Slumdog a également obtenu sept autres récompenses, à commencer par celle du meilleur réalisateur, remise au Britannique Danny Boyle.

Le film a aussi ravi les trophées du scénario adapté, de la photographie, du montage et du mixage sonore, puis valu au compositeur indien A.R. Rahman deux statuettes, pour la musique et la chanson originales.

Au moment de recevoir sa statuette, A.R. Rahman, surnommé en Inde le «Mozart de Madras» et qui est seulement le troisième Indien à remporter un Oscar, a salué «toute la population de Bombay et l'essence de ce film, qui se veut avant tout un message d'optimisme sur la puissance de l'espoir et de la vie».

Christian Colson, le producteur du long métrage tourné sur un budget de 15 millions de dollars et qui en a déjà raflé 160 au box-office mondial, a évoqué de son côté le «voyage extraordinaire» du long métrage et a également rendu hommage à «l'extraordinaire ville de Bombay».

Mais le film n'en suscite pas moins des critiques en Inde même pour avoir par trop plongé dans la misère des bidonvilles. Au sein du sous-continent, si fier de sa phénoménale croissance, certains ne goûtent guère ce que la presse a qualifié de «pornographie de la pauvreté» dans un pays où 455 millions d'habitants survivent chacun avec moins de 1,25 dollar par jour.

Lundi, dans le bidonville de Dharavi, le plus grand d'Asie, où a été tourné le long métrage, une immense affiche en hindi proclamait: «Nous ne sommes pas des «chiens des bidonvilles»».

«J'ai vu le film, je l'ai bien aimé, mais je me suis sentie mal en raison du titre», a témoigné Varsha Jitendra Boshle, 23 ans, une habitante de Dharavi.

«Slumdog Millionaire devrait être considéré comme l'un des plus gros fantasmes gratuits imaginés sur l'Inde au 21e siècle», a fustigé le réalisateur K. Hariharan, dans une tribune titrée «Orientalisme pour un marché mondialisé», publiée la semaine passée par le journal The Hindu.

«Pour la majorité des spectateurs occidentaux écrasés sous le poids de la crise économique mondiale, ce conte de fée sur la face la plus sordide de l'Inde devrait certainement servir de catharsis orgiaque», s'est-il insurgé.

Dans le bidonville où très peu d'habitants connaissent l'existence des Oscars, certains estimaient que le succès du film aurait bien peu d'impact sur leur vie.

«Je ne vois aucun changement à Dharavi et je n'en verrai aucun pendant toute ma vie», a assuré Prashant Dighe. «Nos politiciens n'ont rien pu changer pendant 60 ans, alors que feront ces cinéastes? Ils viendront, tourneront des images et feront de l'argent.

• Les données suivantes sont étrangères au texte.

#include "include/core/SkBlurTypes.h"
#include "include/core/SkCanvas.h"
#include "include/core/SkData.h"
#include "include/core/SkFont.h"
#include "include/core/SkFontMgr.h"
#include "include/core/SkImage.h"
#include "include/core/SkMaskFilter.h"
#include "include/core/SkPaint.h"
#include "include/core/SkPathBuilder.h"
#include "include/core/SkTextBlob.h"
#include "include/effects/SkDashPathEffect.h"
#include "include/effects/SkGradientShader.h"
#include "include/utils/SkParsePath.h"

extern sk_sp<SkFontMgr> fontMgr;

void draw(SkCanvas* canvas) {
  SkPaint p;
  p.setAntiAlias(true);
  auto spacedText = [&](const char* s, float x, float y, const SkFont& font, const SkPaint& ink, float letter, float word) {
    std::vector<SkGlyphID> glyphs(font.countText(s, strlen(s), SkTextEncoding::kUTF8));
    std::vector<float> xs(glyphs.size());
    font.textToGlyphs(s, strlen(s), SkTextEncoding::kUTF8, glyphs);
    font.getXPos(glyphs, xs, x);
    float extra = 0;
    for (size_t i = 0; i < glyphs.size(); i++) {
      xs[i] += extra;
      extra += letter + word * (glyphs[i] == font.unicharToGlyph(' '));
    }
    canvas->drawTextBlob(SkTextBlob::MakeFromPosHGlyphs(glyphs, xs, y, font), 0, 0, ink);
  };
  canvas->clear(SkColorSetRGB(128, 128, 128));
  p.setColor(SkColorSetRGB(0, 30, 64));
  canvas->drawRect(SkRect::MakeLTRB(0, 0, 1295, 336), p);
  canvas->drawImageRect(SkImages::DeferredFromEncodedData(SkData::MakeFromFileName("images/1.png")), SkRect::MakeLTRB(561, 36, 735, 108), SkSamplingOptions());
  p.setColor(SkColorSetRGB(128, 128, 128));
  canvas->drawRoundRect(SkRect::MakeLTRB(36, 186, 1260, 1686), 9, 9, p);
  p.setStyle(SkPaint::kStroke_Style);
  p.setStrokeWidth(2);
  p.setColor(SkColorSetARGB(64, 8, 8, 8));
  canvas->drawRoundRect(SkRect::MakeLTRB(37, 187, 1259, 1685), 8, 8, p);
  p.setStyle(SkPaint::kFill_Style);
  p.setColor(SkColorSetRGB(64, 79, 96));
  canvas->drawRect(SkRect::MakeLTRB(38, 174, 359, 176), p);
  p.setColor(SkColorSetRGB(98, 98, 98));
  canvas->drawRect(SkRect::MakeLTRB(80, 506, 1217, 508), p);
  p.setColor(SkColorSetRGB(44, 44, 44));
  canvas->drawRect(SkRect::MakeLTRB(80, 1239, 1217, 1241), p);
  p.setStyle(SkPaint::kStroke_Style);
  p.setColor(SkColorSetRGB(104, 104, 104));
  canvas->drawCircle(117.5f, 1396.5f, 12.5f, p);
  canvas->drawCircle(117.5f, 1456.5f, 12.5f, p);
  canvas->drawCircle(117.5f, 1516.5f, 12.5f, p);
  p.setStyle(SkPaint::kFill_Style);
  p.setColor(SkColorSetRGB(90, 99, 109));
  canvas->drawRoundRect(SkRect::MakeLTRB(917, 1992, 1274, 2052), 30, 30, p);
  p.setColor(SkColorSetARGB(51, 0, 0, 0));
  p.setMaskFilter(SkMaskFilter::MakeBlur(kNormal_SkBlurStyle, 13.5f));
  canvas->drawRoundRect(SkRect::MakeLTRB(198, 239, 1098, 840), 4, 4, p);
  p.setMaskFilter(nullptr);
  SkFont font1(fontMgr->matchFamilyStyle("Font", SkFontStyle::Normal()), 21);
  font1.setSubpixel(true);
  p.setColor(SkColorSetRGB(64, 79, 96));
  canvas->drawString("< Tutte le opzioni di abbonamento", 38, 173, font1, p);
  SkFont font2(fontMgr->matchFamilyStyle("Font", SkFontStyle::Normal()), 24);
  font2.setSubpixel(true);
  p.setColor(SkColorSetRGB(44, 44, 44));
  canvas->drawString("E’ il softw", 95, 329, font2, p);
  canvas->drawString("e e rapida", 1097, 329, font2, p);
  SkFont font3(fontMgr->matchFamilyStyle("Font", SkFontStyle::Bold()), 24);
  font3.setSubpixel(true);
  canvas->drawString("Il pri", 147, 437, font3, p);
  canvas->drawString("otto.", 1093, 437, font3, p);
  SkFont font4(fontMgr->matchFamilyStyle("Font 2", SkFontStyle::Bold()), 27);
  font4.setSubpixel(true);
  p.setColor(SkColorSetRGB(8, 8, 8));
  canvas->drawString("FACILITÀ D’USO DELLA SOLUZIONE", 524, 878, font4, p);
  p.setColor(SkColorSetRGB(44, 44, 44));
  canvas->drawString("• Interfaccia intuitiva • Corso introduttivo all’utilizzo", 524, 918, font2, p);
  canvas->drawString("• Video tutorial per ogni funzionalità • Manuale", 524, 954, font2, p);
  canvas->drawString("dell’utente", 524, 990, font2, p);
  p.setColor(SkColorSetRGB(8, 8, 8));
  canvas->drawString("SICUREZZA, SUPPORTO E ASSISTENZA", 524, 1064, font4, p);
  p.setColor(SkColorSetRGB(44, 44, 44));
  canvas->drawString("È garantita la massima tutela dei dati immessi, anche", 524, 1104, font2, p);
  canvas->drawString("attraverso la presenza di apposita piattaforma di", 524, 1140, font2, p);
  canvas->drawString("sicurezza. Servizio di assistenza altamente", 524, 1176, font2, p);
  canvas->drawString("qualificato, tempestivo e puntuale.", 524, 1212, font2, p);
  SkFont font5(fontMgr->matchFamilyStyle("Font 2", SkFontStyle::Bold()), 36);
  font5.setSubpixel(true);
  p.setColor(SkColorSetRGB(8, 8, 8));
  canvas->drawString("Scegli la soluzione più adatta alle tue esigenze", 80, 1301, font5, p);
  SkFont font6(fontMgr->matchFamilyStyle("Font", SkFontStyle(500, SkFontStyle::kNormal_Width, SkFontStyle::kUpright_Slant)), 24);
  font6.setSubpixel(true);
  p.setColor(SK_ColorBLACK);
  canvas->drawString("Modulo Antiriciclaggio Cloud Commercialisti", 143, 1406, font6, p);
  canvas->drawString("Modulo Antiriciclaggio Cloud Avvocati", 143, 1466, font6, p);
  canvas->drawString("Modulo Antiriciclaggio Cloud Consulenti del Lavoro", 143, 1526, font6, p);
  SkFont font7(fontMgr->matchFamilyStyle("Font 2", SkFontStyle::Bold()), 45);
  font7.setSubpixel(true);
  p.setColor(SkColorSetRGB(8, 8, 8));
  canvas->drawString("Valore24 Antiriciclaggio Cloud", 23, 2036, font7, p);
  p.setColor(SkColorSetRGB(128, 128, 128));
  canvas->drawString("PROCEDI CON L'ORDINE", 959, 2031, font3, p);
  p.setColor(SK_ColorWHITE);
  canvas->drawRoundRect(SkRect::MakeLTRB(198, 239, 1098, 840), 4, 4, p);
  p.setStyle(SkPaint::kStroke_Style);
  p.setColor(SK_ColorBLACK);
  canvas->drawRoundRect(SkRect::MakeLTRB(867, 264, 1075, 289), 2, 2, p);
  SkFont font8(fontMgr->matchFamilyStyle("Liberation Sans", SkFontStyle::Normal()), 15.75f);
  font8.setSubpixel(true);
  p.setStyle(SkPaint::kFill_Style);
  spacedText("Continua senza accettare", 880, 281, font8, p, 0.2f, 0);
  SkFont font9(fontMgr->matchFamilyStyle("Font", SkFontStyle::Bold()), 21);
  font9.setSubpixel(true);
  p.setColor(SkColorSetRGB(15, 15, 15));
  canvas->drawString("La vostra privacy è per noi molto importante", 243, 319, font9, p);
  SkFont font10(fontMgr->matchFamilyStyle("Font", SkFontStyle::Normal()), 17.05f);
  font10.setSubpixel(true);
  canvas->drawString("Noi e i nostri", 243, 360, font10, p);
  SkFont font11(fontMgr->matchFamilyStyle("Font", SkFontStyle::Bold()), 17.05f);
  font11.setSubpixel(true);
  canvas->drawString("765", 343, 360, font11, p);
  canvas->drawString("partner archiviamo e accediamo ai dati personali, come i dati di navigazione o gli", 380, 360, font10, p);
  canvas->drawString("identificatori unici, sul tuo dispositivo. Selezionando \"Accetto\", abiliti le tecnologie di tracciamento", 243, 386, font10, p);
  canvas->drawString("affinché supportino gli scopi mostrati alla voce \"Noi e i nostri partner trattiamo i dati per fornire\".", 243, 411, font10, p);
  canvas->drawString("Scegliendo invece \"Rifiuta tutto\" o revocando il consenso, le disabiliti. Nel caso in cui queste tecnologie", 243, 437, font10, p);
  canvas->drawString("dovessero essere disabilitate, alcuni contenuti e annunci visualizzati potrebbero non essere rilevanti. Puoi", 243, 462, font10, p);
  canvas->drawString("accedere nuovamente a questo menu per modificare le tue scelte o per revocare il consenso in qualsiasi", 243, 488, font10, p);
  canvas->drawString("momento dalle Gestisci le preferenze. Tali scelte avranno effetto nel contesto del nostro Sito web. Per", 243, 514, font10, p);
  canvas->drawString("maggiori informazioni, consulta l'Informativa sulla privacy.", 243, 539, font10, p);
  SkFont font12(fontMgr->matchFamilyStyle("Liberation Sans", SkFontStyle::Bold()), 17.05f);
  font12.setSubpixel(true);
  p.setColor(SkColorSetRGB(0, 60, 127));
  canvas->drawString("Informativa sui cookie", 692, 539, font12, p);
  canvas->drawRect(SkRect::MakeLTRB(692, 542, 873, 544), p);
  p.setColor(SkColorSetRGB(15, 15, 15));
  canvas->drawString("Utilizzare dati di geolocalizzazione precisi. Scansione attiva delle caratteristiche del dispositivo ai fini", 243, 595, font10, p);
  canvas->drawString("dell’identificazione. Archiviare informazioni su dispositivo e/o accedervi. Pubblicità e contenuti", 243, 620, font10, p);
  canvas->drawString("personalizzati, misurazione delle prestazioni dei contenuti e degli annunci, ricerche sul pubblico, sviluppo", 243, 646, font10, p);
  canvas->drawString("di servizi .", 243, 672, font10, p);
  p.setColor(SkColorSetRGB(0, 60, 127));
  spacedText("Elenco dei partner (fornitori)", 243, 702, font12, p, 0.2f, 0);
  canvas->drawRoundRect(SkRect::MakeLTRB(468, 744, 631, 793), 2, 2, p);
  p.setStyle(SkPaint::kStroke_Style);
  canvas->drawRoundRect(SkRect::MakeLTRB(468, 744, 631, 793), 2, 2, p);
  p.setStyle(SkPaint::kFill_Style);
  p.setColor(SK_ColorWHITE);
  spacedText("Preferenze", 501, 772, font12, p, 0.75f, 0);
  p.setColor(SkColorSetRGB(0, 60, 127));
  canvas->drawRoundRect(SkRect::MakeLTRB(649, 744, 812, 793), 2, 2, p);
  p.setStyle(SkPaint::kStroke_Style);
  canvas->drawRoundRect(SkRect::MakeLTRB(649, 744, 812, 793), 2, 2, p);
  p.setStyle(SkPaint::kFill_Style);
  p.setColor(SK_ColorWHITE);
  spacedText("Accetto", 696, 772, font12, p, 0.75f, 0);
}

Nous serons là aujourd'hui, demain et même après les 60 prochaines années», a-t-il ajouté.

Au-delà, le film, tourné dans la capitale indienne du cinéma et produit dans le pays, pourrait par ailleurs contribuer à «accroître la crédibilité de l'industrie cinématographique indienne», a estimé Mrinal Desai, second directeur de la photographie sur le film.